A View From the Bridge

A View From the Bridge Essay Questions

  1. 1

    Does Catherine deserve any blame for Eddie's feelings towards her?

    Catherine is a teenager and has grown up with Beatrice and Eddie as her parents. She has not seen much of the world and is just experiencing what it feels like to be a woman. Given all this, she deserves absolutely no blame for her role in Eddie's obsession. He, on the other hand, is an adult, and he manipulates and preys on someone who is essentially a child. However, Catherine does give Eddie signs that encourage his attention, and here Miller complicates our moral sense of the two characters. Beatrice tells Catherine she must stop walking around in a slip and sitting on the edge of the bathtub while Eddie shaves in his underwear. Even the most naive teenager might realize these things on her own, it seems. Furthermore, Catherine gives a strange speech criticizing Beatrice for not being a good wife to Eddie and insinuating she does a better job of taking care of him. It is certainly likely that Catherine knows what she is doing to an extent, and even though Eddie is still in the wrong, his feelings are somewhat understandable.

  2. 2

    What makes Eddie a tragic hero?

    Eddie is a classic tragic hero. He is an Everyman trying to live his life while burdened by a terrible secret and a terrible flaw. His love for Catherine and his inability to recognize it for what it is lead to his downfall. As Alfieri points out, this downfall is almost inevitable. Eddie can no longer look at himself perspicaciously; he cannot change or grow or deviate from his path. He does not achieve redemption and dies at the close of the play. However, despite his stubbornness and immoral love for Catherine, he retains some sympathetic qualities which also add to his status as a tragic hero; he is no villain whose comeuppance we yearn for. He is a regular man suffering from a tremendous guilt and burden, and his death is sorrowful.

  3. 3

    Why is the play's setting important?

    While the psychosexual tension, repression, and violence of the story are universal (indeed, there are multiple parallels with Greek tragedies), Miller chose to set his play in his own era: 1950s America, in an immigrant population in Brooklyn. He does this to 1) assert the working-class nature of the protagonist, which exacerbates some of the tensions regarding Rodolpho "stealing" Catherine 2) delve into a population already marginalized by xenophobia 3) call attention to the persecution of supposed communists, which led to snitching and rumormongering. He makes us question the values of American society while presenting his universal drama.

  4. 4

    How would you characterize Beatrice's relationship with Eddie?

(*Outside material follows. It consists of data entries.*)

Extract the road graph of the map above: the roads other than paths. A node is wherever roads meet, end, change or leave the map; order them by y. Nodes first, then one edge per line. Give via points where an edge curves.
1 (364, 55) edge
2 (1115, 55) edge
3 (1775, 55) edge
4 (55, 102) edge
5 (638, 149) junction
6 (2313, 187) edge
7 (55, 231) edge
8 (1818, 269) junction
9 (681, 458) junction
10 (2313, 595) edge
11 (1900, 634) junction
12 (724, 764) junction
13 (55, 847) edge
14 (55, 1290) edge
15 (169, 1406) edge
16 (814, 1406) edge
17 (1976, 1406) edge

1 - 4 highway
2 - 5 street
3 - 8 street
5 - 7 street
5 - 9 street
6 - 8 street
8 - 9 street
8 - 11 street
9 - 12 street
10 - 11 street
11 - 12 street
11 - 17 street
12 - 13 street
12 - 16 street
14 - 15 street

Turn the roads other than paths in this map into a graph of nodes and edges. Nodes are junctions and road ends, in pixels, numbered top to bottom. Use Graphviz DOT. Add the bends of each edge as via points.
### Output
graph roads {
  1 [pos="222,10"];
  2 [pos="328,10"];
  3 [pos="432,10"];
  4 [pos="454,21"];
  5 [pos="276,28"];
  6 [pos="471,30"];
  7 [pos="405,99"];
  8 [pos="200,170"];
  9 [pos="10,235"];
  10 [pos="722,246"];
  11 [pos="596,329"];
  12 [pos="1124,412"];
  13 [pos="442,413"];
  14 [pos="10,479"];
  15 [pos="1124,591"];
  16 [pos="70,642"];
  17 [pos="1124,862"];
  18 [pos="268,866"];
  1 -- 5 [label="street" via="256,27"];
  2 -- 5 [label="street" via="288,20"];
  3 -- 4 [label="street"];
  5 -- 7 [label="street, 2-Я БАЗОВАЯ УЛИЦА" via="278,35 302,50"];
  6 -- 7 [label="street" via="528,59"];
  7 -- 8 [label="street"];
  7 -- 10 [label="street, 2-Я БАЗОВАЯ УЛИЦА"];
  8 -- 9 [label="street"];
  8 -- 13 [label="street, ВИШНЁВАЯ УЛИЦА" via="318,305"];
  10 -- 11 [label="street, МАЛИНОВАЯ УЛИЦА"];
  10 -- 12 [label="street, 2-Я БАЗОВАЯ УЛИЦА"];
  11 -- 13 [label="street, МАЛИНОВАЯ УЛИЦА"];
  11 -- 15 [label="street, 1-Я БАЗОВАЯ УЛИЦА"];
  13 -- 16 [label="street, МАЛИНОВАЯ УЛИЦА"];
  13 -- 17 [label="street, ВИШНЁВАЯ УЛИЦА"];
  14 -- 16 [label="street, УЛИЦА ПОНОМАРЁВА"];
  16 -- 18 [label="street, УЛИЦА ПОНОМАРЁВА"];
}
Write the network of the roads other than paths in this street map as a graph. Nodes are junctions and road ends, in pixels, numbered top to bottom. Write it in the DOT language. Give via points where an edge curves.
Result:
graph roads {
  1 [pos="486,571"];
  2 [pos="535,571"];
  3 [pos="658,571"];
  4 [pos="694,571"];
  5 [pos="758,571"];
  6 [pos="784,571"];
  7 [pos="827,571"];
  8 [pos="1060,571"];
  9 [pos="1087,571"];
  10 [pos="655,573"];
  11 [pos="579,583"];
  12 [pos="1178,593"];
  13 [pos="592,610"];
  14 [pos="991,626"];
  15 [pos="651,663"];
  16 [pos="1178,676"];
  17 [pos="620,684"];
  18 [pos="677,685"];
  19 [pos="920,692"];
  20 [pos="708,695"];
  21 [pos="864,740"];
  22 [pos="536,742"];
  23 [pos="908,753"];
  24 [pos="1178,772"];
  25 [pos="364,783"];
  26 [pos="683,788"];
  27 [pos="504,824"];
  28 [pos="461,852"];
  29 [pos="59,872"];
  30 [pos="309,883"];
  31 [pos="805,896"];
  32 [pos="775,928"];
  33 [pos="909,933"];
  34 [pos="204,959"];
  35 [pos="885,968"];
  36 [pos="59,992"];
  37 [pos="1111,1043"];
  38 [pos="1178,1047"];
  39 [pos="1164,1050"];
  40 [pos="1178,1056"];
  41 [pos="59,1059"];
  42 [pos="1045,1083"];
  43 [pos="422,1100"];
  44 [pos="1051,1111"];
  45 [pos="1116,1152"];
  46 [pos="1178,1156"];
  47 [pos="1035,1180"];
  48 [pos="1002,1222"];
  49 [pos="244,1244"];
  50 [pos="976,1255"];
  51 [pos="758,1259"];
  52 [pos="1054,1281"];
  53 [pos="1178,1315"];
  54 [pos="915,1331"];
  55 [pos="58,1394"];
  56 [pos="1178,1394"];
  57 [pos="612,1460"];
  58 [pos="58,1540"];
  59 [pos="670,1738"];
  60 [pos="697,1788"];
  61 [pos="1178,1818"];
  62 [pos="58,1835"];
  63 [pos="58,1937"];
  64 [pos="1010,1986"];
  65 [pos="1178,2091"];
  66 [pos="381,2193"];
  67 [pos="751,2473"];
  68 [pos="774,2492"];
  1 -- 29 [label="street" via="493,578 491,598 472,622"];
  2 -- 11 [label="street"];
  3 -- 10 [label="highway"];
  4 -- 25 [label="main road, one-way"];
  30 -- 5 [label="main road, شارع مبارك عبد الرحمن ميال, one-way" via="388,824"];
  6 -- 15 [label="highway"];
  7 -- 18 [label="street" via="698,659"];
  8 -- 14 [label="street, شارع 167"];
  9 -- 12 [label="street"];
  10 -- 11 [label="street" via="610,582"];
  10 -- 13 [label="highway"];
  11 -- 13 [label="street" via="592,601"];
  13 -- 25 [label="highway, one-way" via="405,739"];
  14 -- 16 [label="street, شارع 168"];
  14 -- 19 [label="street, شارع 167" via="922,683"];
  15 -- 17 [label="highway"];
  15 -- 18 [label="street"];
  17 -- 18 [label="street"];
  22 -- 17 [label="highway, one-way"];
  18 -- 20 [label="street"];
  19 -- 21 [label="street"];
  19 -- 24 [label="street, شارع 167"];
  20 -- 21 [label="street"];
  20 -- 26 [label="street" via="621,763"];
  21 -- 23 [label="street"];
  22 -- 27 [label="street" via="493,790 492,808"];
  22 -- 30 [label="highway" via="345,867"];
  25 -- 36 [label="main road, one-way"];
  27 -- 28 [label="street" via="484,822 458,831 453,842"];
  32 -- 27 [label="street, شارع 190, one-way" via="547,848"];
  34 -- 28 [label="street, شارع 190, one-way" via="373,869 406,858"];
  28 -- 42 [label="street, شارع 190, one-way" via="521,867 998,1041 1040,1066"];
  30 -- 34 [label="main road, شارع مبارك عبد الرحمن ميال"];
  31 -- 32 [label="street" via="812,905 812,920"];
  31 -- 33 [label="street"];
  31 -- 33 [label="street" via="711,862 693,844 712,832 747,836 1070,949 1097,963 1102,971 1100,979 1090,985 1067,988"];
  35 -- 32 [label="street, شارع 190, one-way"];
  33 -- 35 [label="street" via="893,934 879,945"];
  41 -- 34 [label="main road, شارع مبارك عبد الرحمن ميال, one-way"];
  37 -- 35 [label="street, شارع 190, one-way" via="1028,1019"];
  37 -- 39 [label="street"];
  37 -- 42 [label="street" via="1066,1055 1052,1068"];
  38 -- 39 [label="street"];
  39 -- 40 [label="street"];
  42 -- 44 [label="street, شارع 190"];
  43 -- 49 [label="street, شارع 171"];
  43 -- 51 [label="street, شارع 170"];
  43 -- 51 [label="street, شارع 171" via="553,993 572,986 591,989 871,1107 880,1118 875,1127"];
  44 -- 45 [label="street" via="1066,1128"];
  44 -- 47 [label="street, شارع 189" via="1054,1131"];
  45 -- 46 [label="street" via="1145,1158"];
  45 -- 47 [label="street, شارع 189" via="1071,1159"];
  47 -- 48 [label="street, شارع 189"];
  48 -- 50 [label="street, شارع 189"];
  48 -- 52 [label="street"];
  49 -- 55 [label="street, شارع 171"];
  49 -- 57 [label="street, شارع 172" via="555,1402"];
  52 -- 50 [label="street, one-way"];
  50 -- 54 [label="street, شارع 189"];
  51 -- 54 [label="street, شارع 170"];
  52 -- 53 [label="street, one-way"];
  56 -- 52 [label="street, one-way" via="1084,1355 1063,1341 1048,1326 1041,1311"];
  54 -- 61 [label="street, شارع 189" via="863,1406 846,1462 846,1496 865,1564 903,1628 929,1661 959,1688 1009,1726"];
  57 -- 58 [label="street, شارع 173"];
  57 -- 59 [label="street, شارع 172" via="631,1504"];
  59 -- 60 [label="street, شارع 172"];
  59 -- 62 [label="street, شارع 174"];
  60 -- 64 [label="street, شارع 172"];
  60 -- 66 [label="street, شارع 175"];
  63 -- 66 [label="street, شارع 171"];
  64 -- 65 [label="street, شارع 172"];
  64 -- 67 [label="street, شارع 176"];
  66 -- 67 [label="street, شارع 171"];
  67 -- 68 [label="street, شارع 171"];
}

    Beatrice is a beleaguered character if there ever was one. She watches her husband fall in love with her niece, stop sleeping with her, fall into rages/sulking/despair/violence, and utterly repress any true self-knowledge about what is going on. He even blames Beatrice for their marital problems and demands that she respect him more. However, in the end, all of her sharp words and accusations and cries of frustration are muted by her choice to stay with Eddie instead of going to the wedding. There are many speculations as to why she does this. She may truly love Eddie despite all he has done; she may fear the wrath of her community if she violates gender norms by leaving her husband; she may fear the loss of any economic security if she leaves. Whatever her reasoning was for staying with Eddie it is to no avail, for Beatrice still finds herself alone at the end of the play.

  5. 5

    Why is Eddie so distrusting?

    Throughout the play Eddie expresses profound distrust of almost everyone he meets or knows. He says that the women cannot trust anyone to keep the secret about the immigrants. He does not trust men with Catherine. He does not trust Rodolpho. All of these examples are no doubt projections of Eddie's tormented psyche: he does not know himself or trust himself with his true feelings regarding Catherine and/or his potential homosexuality. Somewhere deep down he knows he is living a lie, so it is only natural that he projects that outward and assumes everyone else is full of secrets and subterfuge.